Items from a dataset:
+ + + +

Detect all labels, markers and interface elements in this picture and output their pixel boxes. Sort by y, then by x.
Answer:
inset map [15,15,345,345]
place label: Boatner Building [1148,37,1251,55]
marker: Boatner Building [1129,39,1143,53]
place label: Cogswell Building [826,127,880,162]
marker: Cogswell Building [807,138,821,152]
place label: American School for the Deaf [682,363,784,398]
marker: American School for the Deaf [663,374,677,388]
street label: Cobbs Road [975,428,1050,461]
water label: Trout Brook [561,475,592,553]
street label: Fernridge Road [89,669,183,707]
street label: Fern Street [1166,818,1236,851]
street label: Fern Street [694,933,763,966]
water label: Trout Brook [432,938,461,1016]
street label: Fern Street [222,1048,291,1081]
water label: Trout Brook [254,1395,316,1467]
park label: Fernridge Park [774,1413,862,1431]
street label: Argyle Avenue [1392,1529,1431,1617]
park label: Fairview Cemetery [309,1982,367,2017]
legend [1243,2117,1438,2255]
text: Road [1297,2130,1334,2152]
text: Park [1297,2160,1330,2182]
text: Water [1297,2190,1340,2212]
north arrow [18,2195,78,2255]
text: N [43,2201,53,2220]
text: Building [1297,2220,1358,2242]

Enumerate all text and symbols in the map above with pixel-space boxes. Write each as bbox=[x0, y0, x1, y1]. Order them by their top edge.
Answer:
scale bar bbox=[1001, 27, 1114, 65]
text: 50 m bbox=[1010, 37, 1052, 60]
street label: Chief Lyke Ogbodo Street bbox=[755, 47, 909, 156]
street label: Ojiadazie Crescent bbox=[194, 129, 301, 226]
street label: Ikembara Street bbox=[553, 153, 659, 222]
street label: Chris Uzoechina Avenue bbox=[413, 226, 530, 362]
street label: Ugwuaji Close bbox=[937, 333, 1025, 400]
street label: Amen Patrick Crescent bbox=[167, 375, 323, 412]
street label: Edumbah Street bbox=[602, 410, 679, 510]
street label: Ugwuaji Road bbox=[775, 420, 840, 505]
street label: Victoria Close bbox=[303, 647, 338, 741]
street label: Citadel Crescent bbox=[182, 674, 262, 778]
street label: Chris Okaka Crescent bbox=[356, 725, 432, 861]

+ + + +

**WHAT YOU WILL DO:** What is wanted is the line containing "Enumerate all text" and every line after it through the last line of the entries, printed exactly.

**RESULT:**
Enumerate all text and symbols in the map above with pixel-space boxes. Write each as bbox=[x0, y0, x1, y1]. Order them by their top edge.
Answer:
scale bar bbox=[1001, 27, 1114, 65]
text: 50 m bbox=[1010, 37, 1052, 60]
street label: Chief Lyke Ogbodo Street bbox=[755, 47, 909, 156]
street label: Ojiadazie Crescent bbox=[194, 129, 301, 226]
street label: Ikembara Street bbox=[553, 153, 659, 222]
street label: Chris Uzoechina Avenue bbox=[413, 226, 530, 362]
street label: Ugwuaji Close bbox=[937, 333, 1025, 400]
street label: Amen Patrick Crescent bbox=[167, 375, 323, 412]
street label: Edumbah Street bbox=[602, 410, 679, 510]
street label: Ugwuaji Road bbox=[775, 420, 840, 505]
street label: Victoria Close bbox=[303, 647, 338, 741]
street label: Citadel Crescent bbox=[182, 674, 262, 778]
street label: Chris Okaka Crescent bbox=[356, 725, 432, 861]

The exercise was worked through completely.